WASHINGTON — The kind of systemic failures that enabled the high-profile prison deaths of notorious gangster Whitey Bulger and financier Jeffrey Epstein also contributed to the deaths of hundreds of other federal prisoners over the years, a watchdog report released Thursday found.
Mental health care, emergency responses and the detection of contraband drugs and weapons all are lacking, according to the latest scathing report to raise alarms about the chronically understaffed, crisis-plagued federal Bureau of Prisons.
The agency said it’s already taken “substantial steps” toward reducing preventable deaths, though it acknowledged there’s a need for improvements, including in mental heath care assessments.
The Justice Department watchdog report, triggered in part by those high-profile deaths, examined 344 deaths over the course of eight years. Investigators found policy violations and operational failures in many of those cases.
Among the 187 suicide cases, they found inmates whose mental health assessments appeared wrong and others who were housed in a single cell, which increases the risk of suicide.
Staff also failed to do sufficient checks of prisoners in one-third of the suicide cases, something investigators also found contributed to Epstein’s 2019 suicide as he awaited trial on sex trafficking charges. In that case, authorities have said guards were sleeping and shopping online instead of checking on him every 30 minutes as required. The prison also failed to search his cell and never carried out a recommendation to assign him a cellmate, factors that were also echoed in other cases.
The report examined deaths from 2014 through 2021 and found the numbers increasing in recent years even as the inmate population dropped. In many cases, prison officials could not produce documents required by their own policies, the report states.
Investigators focused on potentially preventable deaths, rather than people who died while receiving health care in prison.
The second-highest number of deaths documented in the report were homicides, including Bulger, who was beaten to death by fellow prisoners in 2018. Investigators found “significant shortcomings” in staffers’ emergency responses in more than half of death cases, including a lack of urgency, a hesitancy to use the opioid-overdose drug naloxone and equipment problems. In one instance, a prisoner died after a health care staffer accidentally turned off a defibrillator instead of administering an electric charge.
Contraband drugs and weapons also contributed to a third of deaths, including for 70 inmates who died of drug overdoses, said Michael Horowitz, the Justice Department’s inspector general. In one case, a prisoner managed to amass more than 1,000 pills in a cell despite multiple searches, including the day before the death, the report found.
The system is facing major operational challenges, including outdated camera systems and widespread staffing storages that make overworked employees into “walking zombies,” some of whom are required to work 16-hour-days, the report states. One prison went without a full-time staff physician for more than a year, and lack of clinical staffing at many others made it difficult to assess prisoners’ mental health and suicide risk, the report found.

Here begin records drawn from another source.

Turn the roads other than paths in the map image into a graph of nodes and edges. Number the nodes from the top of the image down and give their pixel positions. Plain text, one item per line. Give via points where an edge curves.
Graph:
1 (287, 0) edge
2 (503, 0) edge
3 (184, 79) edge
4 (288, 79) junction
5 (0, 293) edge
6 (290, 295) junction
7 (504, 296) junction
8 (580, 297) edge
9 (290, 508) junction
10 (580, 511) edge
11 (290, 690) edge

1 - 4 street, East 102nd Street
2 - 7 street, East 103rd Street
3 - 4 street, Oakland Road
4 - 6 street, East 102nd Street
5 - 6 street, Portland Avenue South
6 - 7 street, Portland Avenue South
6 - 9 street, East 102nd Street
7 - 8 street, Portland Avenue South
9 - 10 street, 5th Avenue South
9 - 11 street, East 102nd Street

“Today’s report identifies numerous operational and managerial deficiencies, which created unsafe conditions prior to and at the time of a number of these inmate deaths,” Horowitz said. “It is critical that the BOP address these challenges so it can operate safe and humane facilities and protect inmates in its custody and care.”
The Bureau of Prisons said “any unexpected death of an adult in custody is tragic,” and outlined steps it has taken to prevent suicides, screen for contraband and make opioid-overdose reversal drugs available in prisons. The agency said it’s also working to reduce the number of people housed alone and forestall conflicts that could lead to homicides.
An ongoing Associated Press investigation has uncovered deep, previously unreported problems within the Bureau of Prisons, including rampant sexual abuse and other staff criminal conduct, dozens of escapes, chronic violence, deaths and severe staffing shortages that have hampered responses to emergencies, including inmate assaults and suicides.